→ **AIM OF THE TASK**
Among the records below, find each line that includes the string "green" and copy it.

Dataset entries
= Beginning of Section =

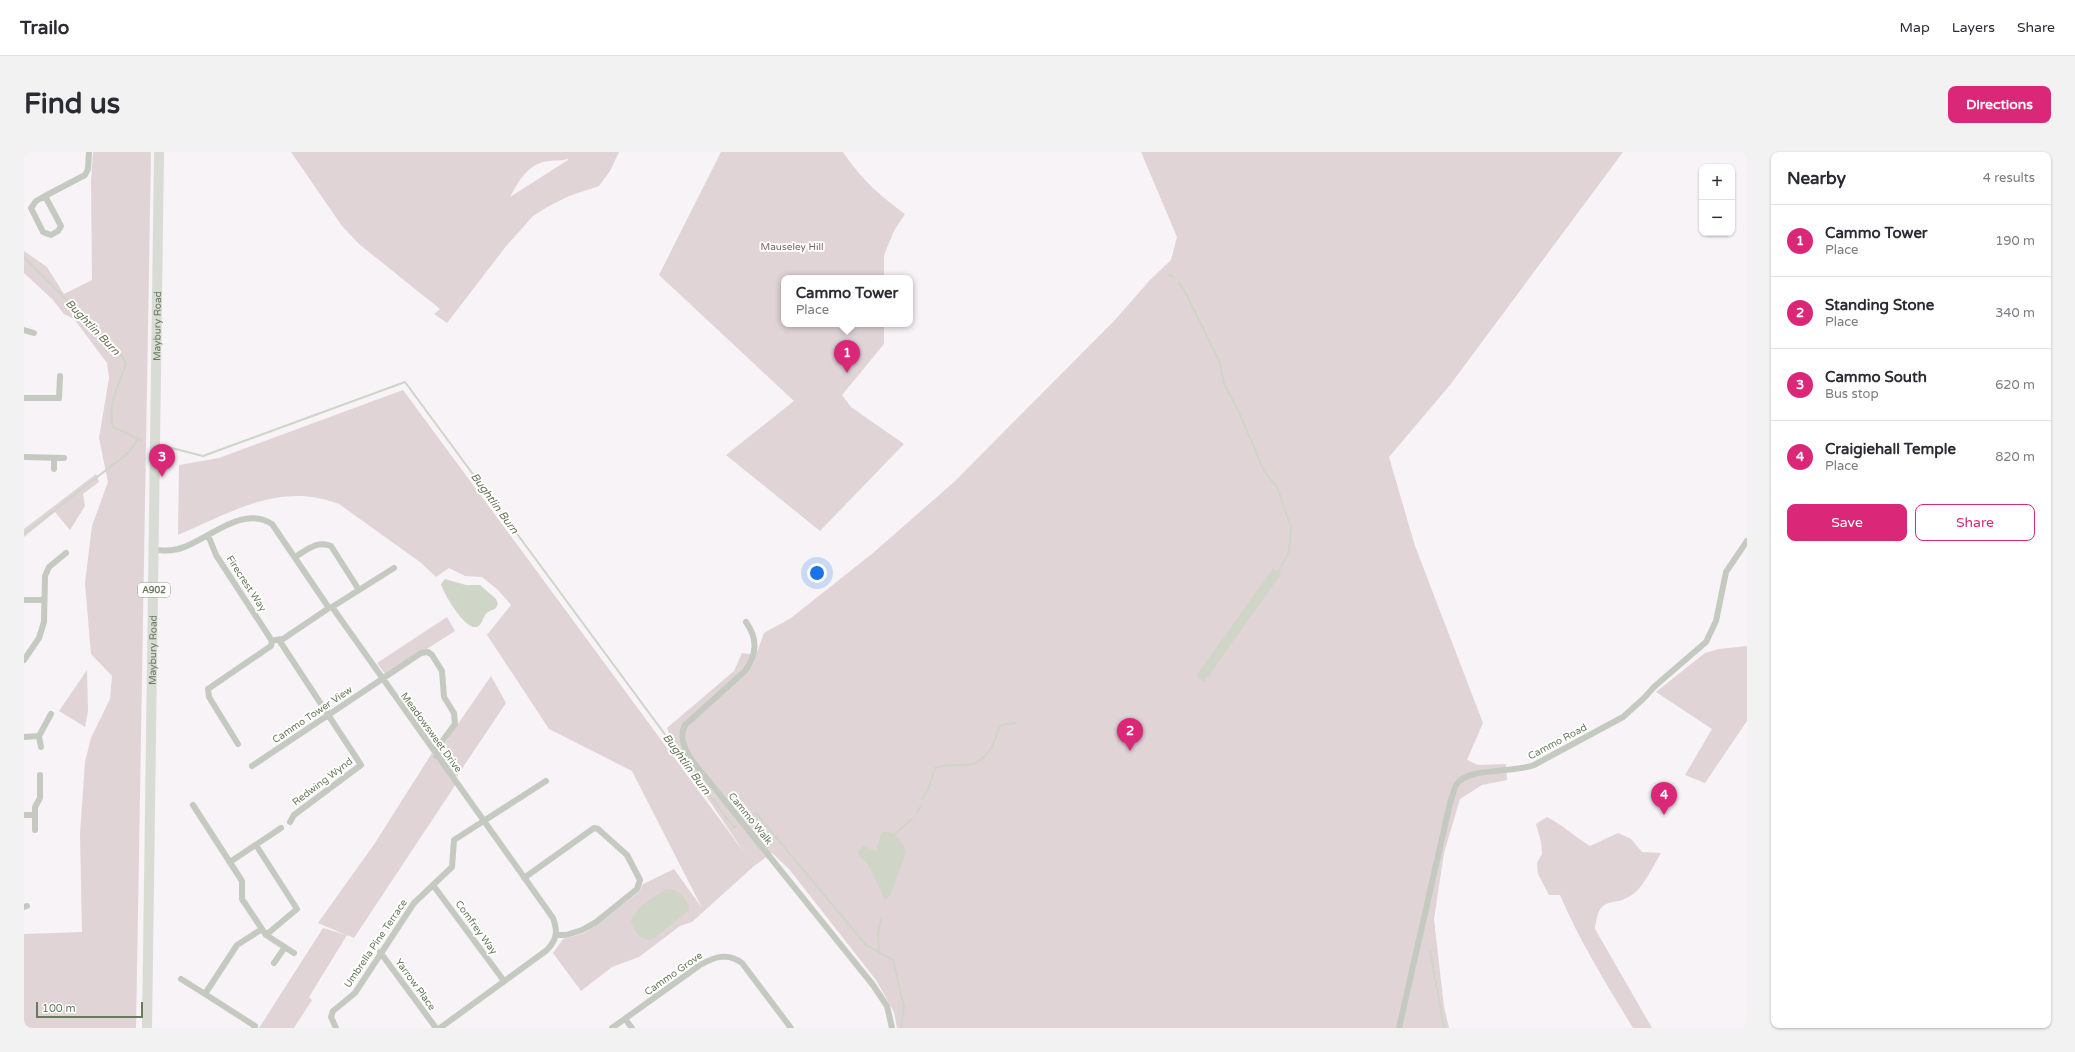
<!DOCTYPE html>
<html lang="en">
<head>
<meta charset="utf-8">
<style>
  body { margin:0; font-family:"Varela Round",sans-serif; background:#f2f2f3; color:#2b2b33 }
  .controls { position:absolute; right:12px; top:12px; display:grid; overflow:hidden; border-radius:8px; box-shadow:0 1px 3px #0004 }
  .controls button { width:36px; height:36px; display:grid; place-items:center; padding:0; border:0; border-bottom:1px solid #e1e1e2; background:#fff; color:#2b2b33; font:20px sans-serif }
  .scale { position:absolute; left:12px; bottom:10px; width:107px; box-sizing:border-box; padding-left:4px; border:2px solid #687c5b; border-top:0; font-size:11px; line-height:14px; white-space:nowrap; color:#687c5b; -webkit-text-stroke:3px #fff; paint-order:stroke }
  .you { position:absolute; left:793px; top:421px; width:14px; height:14px; margin:-10px; border:3px solid #fff; border-radius:50%; background:#1a73e8; box-shadow:0 0 0 6px #1a73e833 }
  .badge { display:grid; place-items:center; width:26px; height:26px; border-radius:50%; background:#db2777; color:#fff; font-size:13px; font-weight:700 }
  .pin { position:absolute; translate:-50% -33px; filter:drop-shadow(0 1px 2px #0008) }
  .pin::after { content:''; position:absolute; top:21px; width:14px; height:12px; background:inherit; clip-path:polygon(0 0,100% 0,50% 100%) }
  .popup { position:absolute; left:757px; top:123px; width:132px; height:52px; box-sizing:border-box; display:grid; place-content:center; border-radius:8px; background:#fff; filter:drop-shadow(0 1px 3px #0005); font-size:13px; white-space:nowrap; color:#7c7c81 }
  .popup b { font-size:15px; color:#2b2b33 }
  .popup::after { content:''; position:absolute; left:50%; top:100%; margin-left:-8px; border:8px solid transparent; border-top-color:#fff }
  .list { margin:0; padding:0; list-style:none }
  h2 { display:flex; justify-content:space-between; align-items:center; height:52px; margin:0; padding:0 16px; font-size:17px }
  h2 small { font-size:13px; font-weight:400; color:#7c7c81 }
  .list li { display:grid; grid-template-columns:26px 1fr auto; gap:12px; align-items:center; box-sizing:border-box; height:72px; padding:0 16px; border-top:1px solid #e1e1e2 }
  .list b { display:block; font-size:15px; white-space:nowrap }
  .list p { margin:0; font-size:13px; white-space:nowrap; color:#7c7c81 }
  .list em { font-size:13px; font-style:normal; color:#7c7c81 }
  .actions { display:flex; gap:8px; padding:12px 16px }
  .actions a { flex:1; padding:9px 0; border:1px solid #db2777; border-radius:8px; text-align:center; font-size:14px; color:#db2777 }
  .actions .main { background:#db2777; color:#fff }
  .map { position:relative; flex:none; width:1723px; height:876px; overflow:hidden; border-radius:8px }
  header { display:flex; align-items:center; gap:24px; box-sizing:border-box; height:56px; padding:0 20px; background:#fff; border-bottom:1px solid #e1e1e2 }
  header strong { font-size:19px }
  nav { display:flex; gap:22px; margin-inline-start:auto; font-size:14px }
  .intro { display:flex; align-items:center; justify-content:space-between; box-sizing:border-box; height:96px; padding:0 24px }
  h1 { margin:0; font-size:28px }
  .button { padding:10px 18px; border-radius:8px; background:#db2777; color:#fff; font-size:14px; font-weight:700 }
  main { display:flex; gap:24px; padding:0 24px }
  aside { flex:1; background:#fff; border-radius:8px; box-shadow:0 1px 3px #0004 }
  .map>svg:first-child { display:block }
  .green { fill:#e0d4d7; fill-rule:evenodd }
  .water { fill:#cfd5c7 }
  .lines { fill:none; stroke-linecap:round; stroke-linejoin:round }
  .stream { stroke:#cfd5c7; stroke-width:2 }
  .minor { stroke:#c5cac1; stroke-width:6 }
  .primary { stroke:#d8dcd4; stroke-width:10 }
  .labels { text-anchor:middle; stroke-width:4; stroke-linejoin:round; paint-order:stroke }
  .shield { fill:#fff; stroke:#95a38c; stroke-width:1 }
  .shield-label { font-size:9px; font-weight:bold; fill:#687c5b }
  .park-label { font-size:10px; fill:#7e6364; stroke:#fff }
  .street-label { font-size:10px; fill:#687c5b; stroke:#fff }
  .water-label { font-size:11px; font-style:italic; fill:#687555; stroke:#fff }
</style>
</head>
<body>
<header>
<strong>Trailo</strong>
<nav><a>Map</a><a>Layers</a><a>Share</a></nav>
</header>
<div class="intro"><h1>Find us</h1><a class="button">Directions</a></div>
<main>
<div class="map">
<svg width="1723" height="876" viewBox="0 0 1723 876">
  <rect width="100%" height="100%" fill="#f7f3f7"/>
  <path class="green" d="M69,0H127L112,876H0V782L58,780L56,682L61,610L67,586L86,547L88,524L67,502L61,431L68,374L84,330L75,286L85,226L83,211L50,167L40,162L29,148L0,121V99L23,115L40,142L68,128L67,29Z
    M267,0H595L586,19L575,34L545,44L525,54L509,64L483,93L423,171L410,162L416,157L335,92L318,74ZM544,7V8L486,45C494,30 505,10 525,9C532,8 537,9 544,7Z
    M697,0H819C839,29 853,41 881,62L870,79L860,103V126H760V172H860V192L818,243L827,255L880,292L796,379L702,303L770,249L635,123Z
    M1117,0H1599L1426,233L1365,305L1391,394L1459,571L1443,608L1454,613L1482,612L1483,628L1458,633L1436,647L1420,701L1410,767L1420,855L1425,876H873L870,860L852,828L765,717L748,701L730,714L668,770L656,774L615,805L588,815L557,839L529,801L539,787L560,781L615,740L619,732L650,717L678,756L608,619L525,577L463,483L487,453L473,437L458,425L441,424L425,416L412,425L396,410L315,352C256,329 208,360 154,383L155,313L195,306L379,238L722,703L651,598L643,576L710,519L718,501L732,503L740,481L767,466L849,401L930,330L1090,169L1126,128L1147,108L1153,85Z
    M72,322L75,330L59,342L61,354L46,378L31,360L0,385V377Z
    M423,465L431,479L362,523L353,511Z
    M1723,494V569L1681,631L1661,623L1688,577L1632,540L1681,501L1695,497Z
    M63,518L64,559L61,575L35,559Z
    M467,524L482,551L431,627L412,604Z
    M408,601L432,632L330,786L323,783L285,845L288,848L270,876H235L299,776L322,783L294,771L351,691Z
    M1523,665C1539,673 1551,685 1566,694L1594,681L1607,687L1618,700L1637,701C1629,714 1621,733 1609,742C1588,758 1576,739 1571,777L1628,876H1609C1583,833 1556,790 1536,743H1525L1514,722L1513,711L1518,702L1517,690L1512,672Z"/>
  <path class="water" d="M1249,416L1257,422L1180,530L1172,524Z
    M421,427L442,433H456L472,447L474,452L472,456C470,458 467,458 464,460C458,464 459,475 451,475C439,475 420,442 417,432Z
    M864,679C873,683 880,691 882,701L866,744L861,748L844,712L835,704L834,699L839,694L852,699L857,681Z
    M642,737C654,737 660,744 665,754L664,759L631,786C617,792 612,781 607,770C611,755 630,745 642,737Z"/>
  <g class="lines">
    <path class="stream" d="M0,105L97,203L102,212C95,232 83,253 89,275L117,288
      M1144,123L1150,125
      M1155,131L1160,138L1196,211L1200,232L1214,258L1240,319L1253,335L1267,375L1265,400L1254,420
      M140,294L179,304L381,230L710,676L712,674
      M0,382L104,301L114,287
      M898,647L904,638L911,616C936,607 947,623 966,598C972,590 972,580 977,573L992,571
      M893,660L897,654
      M728,664L732,661L842,793L869,808L880,855L877,876
      M871,682L888,667
      M1406,799L1420,876
      M855,802L854,782L857,766"/>
    <path class="minor" d="M21,44L37,74L34,79L27,83L19,80L7,56L12,49Z
      M21,44L61,23L64,17L65,0
      M0,178L10,181
      M0,246H35L36,224
      M0,305L40,306
      M30,306V317
      M184,383L192,403L248,489
      M130,398C136,398 143,399 149,398C181,393 215,351 248,372L305,456L308,455L529,766C534,780 533,787 523,798L416,876
      M271,405C283,398 293,388 307,394L335,438
      M0,448H20
      M308,455L370,416
      M722,470C734,487 733,502 721,519L661,573C650,594 676,618 688,633L849,833L863,854L868,876
      M251,488L259,487L305,456
      M255,488L337,613L270,663L266,670
      M0,508L15,486L20,470L21,424L25,415L42,401
      M15,584L17,595
      M0,585L15,584L27,562
      M214,592L185,545L184,537L247,494L248,489
      M228,614L397,501L404,500L408,503L418,519L420,545L430,561L431,572L416,592L412,604
      M169,653L218,729V747L242,783L270,801
      M0,663H10
      M11,678V655L16,646V623
      M232,693L273,757L242,783
      M206,710L257,676
      M500,726L570,676L574,677L603,703L616,728L613,737L572,770L558,778L542,783H533
      M409,733L480,829
      M0,755L3,754
      M356,800L412,876
      M250,811L261,795
      M157,827L181,842
      M601,867L608,876
      M230,876L231,874L181,842L213,793L238,777
      M312,876L307,865L309,859L331,841L390,751L428,715L430,688L522,629
      M588,876L676,813C690,805 704,800 718,811L767,876
      M1375,876L1426,651C1428,645 1430,638 1432,633C1443,615 1491,621 1510,613L1599,565L1619,547L1631,534L1682,490L1692,469L1702,420L1723,389"/>
    <path class="primary" id="s1" d="M123,876L135,0"/>
  </g>
  <g class="labels">
    <rect class="shield" x="114" y="431" width="32" height="14" rx="3"/>
    <g class="shield-label">
      <text x="130" y="441">A902</text>
    </g>
    <g class="park-label">
      <text x="768" y="98">Mauseley Hill</text>
    </g>
    <g class="street-label">
      <text dy="4" stroke="none"><textPath href="#s1" startOffset="702">Maybury Road</textPath></text>
      <text transform="translate(223 431) rotate(57)" y="4">Firecrest Way</text>
      <text dy="4" stroke="none"><textPath href="#s1" startOffset="378">Maybury Road</textPath></text>
      <text transform="translate(288 562) rotate(-34)" y="4">Cammo Tower View</text>
      <text transform="translate(408 580) rotate(54)" y="4">Meadowsweet Drive</text>
      <text transform="translate(1533 589) rotate(-28)" y="4">Cammo Road</text>
      <text transform="translate(298 629) rotate(-37)" y="4">Redwing Wynd</text>
      <text transform="translate(727 666) rotate(51)" y="4">Cammo Walk</text>
      <text transform="translate(453 775) rotate(54)" y="4">Comfrey Way</text>
      <text transform="translate(351 791) rotate(-56)" y="4">Umbrella Pine Terrace</text>
      <text transform="translate(649 821) rotate(-35)" y="4">Cammo Grove</text>
      <text transform="translate(392 832) rotate(54)" y="4">Yarrow Place</text>
    </g>
    <g class="water-label">
      <text transform="translate(69 175) rotate(46)" y="4">Bughtlin Burn</text>
      <text transform="translate(471 351) rotate(54)" y="4">Bughtlin Burn</text>
      <text transform="translate(663 612) rotate(54)" y="4">Bughtlin Burn</text>
    </g>
  </g>
</svg>
<div class="controls">
<button>+</button>
<button>−</button>
</div>
<div class="scale">100 m</div>
<div class="you"></div>
<div class="pin badge" style="left:823px;top:221px">1</div>
<div class="popup"><b>Cammo Tower</b>Place</div>
<div class="pin badge" style="left:1106px;top:599px">2</div>
<div class="pin badge" style="left:138px;top:325px">3</div>
<div class="pin badge" style="left:1640px;top:663px">4</div>
</div>
<aside>
<h2>Nearby<small>4 results</small></h2>
<ul class="list">
<li><span class="badge">1</span><div><b>Cammo Tower</b><p>Place</p></div><em>190 m</em></li>
<li><span class="badge">2</span><div><b>Standing Stone</b><p>Place</p></div><em>340 m</em></li>
<li><span class="badge">3</span><div><b>Cammo South</b><p>Bus stop</p></div><em>620 m</em></li>
<li><span class="badge">4</span><div><b>Craigiehall Temple</b><p>Place</p></div><em>820 m</em></li>
</ul>
<div class="actions"><a class="main">Save</a><a>Share</a></div>
</aside>
</main>
</body>
</html>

= End of Section =

→ **EXERCISE RESULT**
  .green { fill:#e0d4d7; fill-rule:evenodd }
  <path class="green" d="M69,0H127L112,876H0V782L58,780L56,682L61,610L67,586L86,547L88,524L67,502L61,431L68,374L84,330L75,286L85,226L83,211L50,167L40,162L29,148L0,121V99L23,115L40,142L68,128L67,29Z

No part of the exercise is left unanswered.